KABANJAHE - Masa pandemi Covid-19, perkara di Pengadilan Agama Kabanjahe mengalami lonjakan signifikan. Kenaikannya, hampir mencapai 200 persen dari total perkara.

Di mana perkara pernikahan anak usia atau dispensasi perkawinan di Karo yang paling signifikan peningkatananya hingga mencapai mencapai 500%, dibandingkan sebelum pandemi Covid-19.

"Dimasa pandemi dua tahun terakhir ini perkara di Pengadilan Agama Kabanjahe ini melonjak, biasanya cuma 100 ini sudah hampir 300, kelipatannya hampir 200 persen," Kata Sri Armaini Ketua Pengadilan Agama (PA) Kabanjahe.

Yang membuat lebih menarik ialah bukan hanya perkara perceraian dan gugatan harta gono-gini yang mengalami kenaikan, namun perkara pernikahan usia anak atau dispensasi perkawinan yang melonjak sangat signifikan.

Sri Armaini menjelaskan bahwa usia 19 tahun menjadi batas minimal untuk mendapatkan persetujuan dari Kantor Urusan Agama (KUA) dalam pelaksanaan pernikahan. Sementara itu jika terjadi pengajuan pernikahan bagi anak dibawah batas usia yang telah ditentukan, KUA akan menyerahkan kasus tersebut ke Pengadilan Agama.

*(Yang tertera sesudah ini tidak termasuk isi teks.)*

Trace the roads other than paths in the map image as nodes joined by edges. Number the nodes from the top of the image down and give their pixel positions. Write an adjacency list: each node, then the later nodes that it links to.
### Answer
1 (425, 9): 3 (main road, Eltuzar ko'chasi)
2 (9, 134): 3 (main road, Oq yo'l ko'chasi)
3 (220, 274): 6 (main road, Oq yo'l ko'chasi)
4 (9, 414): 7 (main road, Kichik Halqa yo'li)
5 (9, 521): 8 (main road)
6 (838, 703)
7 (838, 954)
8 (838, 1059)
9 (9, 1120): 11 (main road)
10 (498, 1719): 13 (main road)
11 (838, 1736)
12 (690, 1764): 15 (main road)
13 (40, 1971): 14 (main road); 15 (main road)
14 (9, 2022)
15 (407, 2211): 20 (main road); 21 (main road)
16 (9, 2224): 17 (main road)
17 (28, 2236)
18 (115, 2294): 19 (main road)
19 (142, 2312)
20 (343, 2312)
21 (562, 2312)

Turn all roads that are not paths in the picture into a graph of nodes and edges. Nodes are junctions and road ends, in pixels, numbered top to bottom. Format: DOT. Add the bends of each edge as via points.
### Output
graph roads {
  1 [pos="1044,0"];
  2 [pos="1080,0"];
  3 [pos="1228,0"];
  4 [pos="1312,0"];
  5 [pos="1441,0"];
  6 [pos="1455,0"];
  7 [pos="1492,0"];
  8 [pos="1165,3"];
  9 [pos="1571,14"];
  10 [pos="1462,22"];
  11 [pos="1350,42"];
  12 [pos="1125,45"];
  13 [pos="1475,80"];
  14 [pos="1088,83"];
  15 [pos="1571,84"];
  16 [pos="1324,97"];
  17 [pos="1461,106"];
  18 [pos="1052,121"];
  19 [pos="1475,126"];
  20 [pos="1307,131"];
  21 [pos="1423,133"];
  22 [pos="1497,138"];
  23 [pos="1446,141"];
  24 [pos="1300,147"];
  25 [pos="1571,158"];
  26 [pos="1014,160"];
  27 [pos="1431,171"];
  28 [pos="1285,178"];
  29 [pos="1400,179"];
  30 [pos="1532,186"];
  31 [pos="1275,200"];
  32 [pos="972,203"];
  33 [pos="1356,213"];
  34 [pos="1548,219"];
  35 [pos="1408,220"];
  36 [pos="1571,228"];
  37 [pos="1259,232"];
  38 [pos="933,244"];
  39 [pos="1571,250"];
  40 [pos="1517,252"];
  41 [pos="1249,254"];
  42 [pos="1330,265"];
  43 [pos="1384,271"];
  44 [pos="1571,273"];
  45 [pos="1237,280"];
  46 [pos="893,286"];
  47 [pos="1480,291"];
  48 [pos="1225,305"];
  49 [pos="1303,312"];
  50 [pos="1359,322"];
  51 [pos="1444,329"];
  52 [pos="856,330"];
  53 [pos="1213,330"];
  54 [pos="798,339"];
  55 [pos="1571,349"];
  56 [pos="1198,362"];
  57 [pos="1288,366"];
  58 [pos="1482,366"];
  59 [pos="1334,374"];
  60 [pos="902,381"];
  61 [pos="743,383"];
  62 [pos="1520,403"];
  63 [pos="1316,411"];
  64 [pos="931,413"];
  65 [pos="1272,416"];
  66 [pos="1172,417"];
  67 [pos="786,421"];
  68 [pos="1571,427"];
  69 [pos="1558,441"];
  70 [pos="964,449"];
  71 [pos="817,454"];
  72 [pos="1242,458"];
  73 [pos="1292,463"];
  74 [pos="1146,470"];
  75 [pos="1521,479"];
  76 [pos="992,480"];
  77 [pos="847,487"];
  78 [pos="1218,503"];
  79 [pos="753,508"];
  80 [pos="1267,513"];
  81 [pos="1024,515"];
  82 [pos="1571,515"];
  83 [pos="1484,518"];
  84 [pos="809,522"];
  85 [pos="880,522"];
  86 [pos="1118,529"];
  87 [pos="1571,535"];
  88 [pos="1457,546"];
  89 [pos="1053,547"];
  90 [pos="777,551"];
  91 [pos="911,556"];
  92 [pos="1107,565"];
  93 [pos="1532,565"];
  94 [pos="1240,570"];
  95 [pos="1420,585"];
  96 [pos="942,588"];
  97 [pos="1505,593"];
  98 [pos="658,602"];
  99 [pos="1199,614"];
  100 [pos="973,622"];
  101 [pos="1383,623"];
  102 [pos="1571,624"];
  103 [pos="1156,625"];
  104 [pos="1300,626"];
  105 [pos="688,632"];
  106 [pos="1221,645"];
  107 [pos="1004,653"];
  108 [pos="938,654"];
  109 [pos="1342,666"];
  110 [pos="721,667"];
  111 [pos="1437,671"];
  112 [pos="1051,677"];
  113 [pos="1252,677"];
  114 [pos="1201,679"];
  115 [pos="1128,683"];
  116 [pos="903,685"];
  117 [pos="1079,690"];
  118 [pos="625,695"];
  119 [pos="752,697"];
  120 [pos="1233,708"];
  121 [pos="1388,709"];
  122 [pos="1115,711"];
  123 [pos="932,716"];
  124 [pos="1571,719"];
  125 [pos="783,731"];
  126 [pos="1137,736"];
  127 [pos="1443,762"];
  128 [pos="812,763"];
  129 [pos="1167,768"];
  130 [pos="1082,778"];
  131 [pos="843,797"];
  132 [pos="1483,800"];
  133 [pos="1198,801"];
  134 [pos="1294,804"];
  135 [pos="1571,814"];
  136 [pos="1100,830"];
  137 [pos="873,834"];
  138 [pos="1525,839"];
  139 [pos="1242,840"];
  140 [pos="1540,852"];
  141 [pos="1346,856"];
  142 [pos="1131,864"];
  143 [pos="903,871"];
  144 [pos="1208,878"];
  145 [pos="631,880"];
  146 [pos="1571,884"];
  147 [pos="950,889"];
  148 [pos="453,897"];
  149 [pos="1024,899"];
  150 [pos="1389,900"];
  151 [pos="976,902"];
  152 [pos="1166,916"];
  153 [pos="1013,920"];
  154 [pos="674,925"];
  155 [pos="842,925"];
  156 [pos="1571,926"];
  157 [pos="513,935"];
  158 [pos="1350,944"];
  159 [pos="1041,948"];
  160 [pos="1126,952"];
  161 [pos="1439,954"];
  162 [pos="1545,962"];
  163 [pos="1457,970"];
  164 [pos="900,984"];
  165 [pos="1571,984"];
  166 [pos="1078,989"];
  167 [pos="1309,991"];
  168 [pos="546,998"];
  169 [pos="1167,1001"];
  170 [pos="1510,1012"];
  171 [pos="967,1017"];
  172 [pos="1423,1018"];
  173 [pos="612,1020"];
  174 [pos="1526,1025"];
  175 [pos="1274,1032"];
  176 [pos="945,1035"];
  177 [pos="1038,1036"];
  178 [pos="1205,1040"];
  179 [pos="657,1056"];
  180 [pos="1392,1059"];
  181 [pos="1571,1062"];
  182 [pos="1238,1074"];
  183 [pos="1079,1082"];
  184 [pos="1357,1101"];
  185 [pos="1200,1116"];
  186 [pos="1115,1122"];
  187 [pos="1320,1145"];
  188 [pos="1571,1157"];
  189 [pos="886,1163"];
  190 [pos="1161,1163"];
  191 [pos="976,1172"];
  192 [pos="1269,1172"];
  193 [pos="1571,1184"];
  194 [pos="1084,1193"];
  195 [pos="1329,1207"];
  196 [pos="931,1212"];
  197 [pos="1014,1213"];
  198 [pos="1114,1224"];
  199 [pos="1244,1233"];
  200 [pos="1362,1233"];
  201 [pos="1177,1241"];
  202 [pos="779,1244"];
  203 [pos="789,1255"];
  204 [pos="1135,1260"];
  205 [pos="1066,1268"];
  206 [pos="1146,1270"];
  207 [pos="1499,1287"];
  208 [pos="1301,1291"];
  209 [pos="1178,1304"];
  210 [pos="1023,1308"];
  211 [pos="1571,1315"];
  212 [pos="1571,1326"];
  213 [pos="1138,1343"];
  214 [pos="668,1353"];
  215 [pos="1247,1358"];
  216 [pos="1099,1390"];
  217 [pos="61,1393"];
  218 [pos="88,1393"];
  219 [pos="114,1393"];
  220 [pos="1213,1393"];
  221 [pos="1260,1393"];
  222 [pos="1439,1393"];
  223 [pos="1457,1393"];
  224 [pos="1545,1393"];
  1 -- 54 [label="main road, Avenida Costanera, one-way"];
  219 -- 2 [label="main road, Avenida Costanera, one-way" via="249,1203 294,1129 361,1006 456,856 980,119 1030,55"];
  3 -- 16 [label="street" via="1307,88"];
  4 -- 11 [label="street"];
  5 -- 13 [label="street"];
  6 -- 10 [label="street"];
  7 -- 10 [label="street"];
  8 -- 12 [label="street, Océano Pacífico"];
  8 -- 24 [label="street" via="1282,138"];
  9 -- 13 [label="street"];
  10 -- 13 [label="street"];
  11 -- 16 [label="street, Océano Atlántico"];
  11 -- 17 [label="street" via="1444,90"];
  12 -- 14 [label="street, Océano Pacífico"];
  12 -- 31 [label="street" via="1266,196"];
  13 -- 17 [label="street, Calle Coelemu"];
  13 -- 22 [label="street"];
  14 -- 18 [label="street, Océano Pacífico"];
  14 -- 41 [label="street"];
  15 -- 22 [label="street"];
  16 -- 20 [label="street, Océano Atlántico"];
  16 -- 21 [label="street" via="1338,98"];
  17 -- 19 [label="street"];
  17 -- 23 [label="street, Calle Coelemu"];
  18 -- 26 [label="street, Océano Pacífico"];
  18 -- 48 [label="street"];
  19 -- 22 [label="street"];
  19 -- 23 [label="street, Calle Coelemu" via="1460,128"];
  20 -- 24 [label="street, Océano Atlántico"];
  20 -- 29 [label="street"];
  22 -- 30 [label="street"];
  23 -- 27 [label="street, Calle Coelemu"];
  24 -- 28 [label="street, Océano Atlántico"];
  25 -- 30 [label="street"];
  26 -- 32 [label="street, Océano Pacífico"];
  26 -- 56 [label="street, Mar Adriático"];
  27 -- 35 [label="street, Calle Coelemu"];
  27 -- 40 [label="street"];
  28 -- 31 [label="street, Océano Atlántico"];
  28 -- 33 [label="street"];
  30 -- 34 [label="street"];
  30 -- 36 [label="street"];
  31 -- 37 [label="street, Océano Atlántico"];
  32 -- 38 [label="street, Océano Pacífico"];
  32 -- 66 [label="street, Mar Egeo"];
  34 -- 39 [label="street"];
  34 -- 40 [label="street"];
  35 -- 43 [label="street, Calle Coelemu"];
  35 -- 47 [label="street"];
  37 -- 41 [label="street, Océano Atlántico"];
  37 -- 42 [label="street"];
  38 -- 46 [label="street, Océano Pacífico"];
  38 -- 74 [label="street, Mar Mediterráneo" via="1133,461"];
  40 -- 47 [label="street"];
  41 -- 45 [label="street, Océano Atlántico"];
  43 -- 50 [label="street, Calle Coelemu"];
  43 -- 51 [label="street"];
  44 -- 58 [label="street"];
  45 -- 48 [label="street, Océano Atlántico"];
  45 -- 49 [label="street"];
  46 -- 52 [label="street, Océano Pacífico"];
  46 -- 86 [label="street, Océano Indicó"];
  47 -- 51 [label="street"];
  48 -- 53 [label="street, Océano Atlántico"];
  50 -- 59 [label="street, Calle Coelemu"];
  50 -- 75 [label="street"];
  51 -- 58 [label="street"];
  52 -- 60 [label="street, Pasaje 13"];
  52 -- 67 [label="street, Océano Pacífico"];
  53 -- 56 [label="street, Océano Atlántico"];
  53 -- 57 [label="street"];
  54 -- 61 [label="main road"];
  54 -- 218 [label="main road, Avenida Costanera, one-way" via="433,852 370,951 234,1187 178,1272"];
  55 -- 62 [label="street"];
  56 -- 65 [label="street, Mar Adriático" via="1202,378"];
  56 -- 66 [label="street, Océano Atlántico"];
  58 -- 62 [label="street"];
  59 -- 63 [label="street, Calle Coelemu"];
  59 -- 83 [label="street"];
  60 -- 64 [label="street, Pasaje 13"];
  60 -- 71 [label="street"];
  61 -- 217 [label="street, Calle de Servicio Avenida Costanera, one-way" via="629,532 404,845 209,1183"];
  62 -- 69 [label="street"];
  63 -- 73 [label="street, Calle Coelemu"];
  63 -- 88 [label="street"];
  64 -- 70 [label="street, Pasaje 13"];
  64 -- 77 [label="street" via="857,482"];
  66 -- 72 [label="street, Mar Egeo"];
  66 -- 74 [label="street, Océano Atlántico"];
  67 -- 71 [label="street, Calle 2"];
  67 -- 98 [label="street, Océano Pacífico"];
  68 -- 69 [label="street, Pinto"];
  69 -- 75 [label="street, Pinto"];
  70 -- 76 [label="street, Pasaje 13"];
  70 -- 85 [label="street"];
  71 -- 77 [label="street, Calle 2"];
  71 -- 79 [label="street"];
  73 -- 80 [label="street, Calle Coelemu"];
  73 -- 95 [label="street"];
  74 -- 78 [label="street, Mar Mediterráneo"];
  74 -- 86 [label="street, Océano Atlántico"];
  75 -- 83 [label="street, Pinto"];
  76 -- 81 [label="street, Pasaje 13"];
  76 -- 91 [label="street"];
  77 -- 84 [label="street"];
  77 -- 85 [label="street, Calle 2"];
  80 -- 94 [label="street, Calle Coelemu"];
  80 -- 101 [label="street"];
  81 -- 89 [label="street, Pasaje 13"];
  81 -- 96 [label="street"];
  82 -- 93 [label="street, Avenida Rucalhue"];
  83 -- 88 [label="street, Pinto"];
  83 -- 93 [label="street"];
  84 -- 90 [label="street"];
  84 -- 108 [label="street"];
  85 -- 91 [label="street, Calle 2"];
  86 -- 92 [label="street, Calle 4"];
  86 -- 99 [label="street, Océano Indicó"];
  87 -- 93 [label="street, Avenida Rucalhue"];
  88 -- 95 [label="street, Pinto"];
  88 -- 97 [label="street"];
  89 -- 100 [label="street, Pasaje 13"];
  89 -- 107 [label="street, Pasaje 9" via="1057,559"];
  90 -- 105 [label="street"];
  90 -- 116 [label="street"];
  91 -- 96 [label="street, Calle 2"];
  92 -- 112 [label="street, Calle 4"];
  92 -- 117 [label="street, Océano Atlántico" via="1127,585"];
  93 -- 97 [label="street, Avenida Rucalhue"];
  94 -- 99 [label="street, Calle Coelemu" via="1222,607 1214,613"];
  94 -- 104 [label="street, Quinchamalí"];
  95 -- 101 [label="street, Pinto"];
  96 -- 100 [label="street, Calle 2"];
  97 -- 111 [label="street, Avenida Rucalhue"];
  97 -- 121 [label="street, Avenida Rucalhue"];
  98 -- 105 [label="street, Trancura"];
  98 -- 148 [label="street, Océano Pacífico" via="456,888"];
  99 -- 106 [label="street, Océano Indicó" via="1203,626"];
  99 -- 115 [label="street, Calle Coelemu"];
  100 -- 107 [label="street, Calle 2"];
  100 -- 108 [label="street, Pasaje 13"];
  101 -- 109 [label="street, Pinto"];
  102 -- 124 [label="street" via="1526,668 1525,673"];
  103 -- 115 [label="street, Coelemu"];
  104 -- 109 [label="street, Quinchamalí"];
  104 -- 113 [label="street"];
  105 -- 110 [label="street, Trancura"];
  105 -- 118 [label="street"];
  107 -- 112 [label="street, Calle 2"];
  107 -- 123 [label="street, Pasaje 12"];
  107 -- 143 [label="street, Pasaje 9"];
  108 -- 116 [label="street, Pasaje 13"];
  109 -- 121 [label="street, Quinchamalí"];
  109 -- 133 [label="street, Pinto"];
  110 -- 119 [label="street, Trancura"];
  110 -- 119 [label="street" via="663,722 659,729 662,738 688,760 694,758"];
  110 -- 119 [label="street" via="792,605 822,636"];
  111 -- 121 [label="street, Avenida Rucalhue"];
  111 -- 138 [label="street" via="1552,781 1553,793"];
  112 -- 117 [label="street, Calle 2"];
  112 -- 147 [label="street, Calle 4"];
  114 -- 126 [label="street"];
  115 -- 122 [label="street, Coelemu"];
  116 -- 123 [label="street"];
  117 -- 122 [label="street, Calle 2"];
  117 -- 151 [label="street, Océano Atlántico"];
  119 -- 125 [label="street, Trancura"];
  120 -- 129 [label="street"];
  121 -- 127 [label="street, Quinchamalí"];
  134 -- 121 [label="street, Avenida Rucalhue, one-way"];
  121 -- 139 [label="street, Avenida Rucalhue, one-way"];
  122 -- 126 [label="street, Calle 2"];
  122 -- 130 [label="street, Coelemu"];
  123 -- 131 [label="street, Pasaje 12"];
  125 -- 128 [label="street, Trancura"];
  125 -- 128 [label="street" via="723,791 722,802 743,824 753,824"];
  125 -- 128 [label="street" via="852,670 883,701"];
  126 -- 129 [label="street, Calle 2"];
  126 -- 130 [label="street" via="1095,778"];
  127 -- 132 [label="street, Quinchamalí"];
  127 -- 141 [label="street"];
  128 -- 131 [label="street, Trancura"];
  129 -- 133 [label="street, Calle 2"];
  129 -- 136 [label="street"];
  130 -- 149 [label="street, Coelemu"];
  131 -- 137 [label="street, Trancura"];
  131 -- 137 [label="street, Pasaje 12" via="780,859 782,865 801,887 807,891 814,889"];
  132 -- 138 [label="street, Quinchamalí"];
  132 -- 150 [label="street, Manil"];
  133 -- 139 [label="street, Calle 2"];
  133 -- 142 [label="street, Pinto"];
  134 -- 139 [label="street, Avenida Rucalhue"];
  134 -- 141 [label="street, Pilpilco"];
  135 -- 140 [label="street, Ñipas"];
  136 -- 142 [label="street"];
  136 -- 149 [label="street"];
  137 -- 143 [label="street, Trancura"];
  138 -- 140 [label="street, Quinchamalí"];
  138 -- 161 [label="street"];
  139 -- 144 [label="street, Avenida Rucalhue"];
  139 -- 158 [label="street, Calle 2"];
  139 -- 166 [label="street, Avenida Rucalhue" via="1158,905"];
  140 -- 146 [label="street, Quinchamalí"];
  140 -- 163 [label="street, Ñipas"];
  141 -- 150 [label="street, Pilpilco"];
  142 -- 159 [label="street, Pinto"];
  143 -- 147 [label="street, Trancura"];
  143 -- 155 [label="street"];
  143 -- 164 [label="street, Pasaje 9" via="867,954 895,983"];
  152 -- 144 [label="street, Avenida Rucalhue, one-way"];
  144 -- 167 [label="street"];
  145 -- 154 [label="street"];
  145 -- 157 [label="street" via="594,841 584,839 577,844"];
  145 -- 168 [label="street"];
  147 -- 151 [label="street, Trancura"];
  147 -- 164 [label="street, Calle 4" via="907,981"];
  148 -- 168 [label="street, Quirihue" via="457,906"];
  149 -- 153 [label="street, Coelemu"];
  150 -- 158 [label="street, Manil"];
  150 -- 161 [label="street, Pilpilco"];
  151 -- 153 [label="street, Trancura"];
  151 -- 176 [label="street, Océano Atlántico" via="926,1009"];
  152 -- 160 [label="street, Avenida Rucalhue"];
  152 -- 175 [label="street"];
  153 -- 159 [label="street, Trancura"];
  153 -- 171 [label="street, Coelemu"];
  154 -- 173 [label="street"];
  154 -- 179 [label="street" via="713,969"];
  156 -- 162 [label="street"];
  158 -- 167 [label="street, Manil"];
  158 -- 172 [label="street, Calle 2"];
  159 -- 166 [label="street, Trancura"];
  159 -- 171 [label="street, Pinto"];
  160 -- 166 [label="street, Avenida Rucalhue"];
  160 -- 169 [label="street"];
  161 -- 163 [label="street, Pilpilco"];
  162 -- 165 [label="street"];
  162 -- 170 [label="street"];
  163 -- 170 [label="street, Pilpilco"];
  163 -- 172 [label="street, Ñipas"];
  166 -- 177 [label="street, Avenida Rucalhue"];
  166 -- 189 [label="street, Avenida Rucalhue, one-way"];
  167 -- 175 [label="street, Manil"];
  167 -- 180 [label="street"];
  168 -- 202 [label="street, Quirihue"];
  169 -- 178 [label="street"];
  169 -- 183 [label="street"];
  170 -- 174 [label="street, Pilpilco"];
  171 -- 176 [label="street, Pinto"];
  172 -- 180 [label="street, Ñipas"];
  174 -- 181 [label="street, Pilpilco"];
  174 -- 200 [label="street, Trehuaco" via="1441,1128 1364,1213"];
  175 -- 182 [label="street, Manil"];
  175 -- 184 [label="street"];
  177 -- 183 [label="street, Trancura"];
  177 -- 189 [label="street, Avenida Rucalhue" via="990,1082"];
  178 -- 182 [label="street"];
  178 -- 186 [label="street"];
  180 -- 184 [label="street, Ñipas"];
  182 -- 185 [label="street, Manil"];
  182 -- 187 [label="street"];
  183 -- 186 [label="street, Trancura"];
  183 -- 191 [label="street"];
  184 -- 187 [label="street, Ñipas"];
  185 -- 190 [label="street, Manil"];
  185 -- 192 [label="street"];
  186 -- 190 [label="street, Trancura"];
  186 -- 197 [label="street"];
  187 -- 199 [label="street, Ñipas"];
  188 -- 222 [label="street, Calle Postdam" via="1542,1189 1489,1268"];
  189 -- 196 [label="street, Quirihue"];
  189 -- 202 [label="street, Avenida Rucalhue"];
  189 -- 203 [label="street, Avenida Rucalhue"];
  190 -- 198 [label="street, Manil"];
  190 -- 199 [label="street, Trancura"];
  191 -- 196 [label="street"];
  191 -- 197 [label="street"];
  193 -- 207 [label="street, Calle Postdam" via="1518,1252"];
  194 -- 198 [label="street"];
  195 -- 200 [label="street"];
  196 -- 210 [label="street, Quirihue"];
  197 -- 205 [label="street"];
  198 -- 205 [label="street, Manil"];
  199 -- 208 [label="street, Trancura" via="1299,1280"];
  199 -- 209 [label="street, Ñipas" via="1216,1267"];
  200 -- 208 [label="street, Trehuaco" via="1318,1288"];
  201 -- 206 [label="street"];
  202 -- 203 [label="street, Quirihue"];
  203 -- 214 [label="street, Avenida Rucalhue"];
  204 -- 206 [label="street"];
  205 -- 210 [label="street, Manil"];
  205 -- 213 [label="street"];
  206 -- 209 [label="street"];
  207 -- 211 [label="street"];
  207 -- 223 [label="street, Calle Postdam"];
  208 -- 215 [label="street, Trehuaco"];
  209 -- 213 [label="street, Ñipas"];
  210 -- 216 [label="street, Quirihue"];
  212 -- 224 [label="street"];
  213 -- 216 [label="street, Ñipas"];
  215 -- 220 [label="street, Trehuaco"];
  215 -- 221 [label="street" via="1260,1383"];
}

Perkara dispensasi kawin melonjak hingga 500 persen. Menurut Sri Armaini sebelum pandemi perkara tersebut hanya berkisar 10, namun saat ini mencapai 50 perkara.

"Perkara Dispensasi Kawin yang ada di PA Kabanjahe ini yang lonjakannya mendominasi, dua tahun lalu sebelum pandemi perkaranya dibawah 10 namun kini mencapai 50 perkara jadi ada lonjakan sebesar 500 persen," Jelas Sri Armaini.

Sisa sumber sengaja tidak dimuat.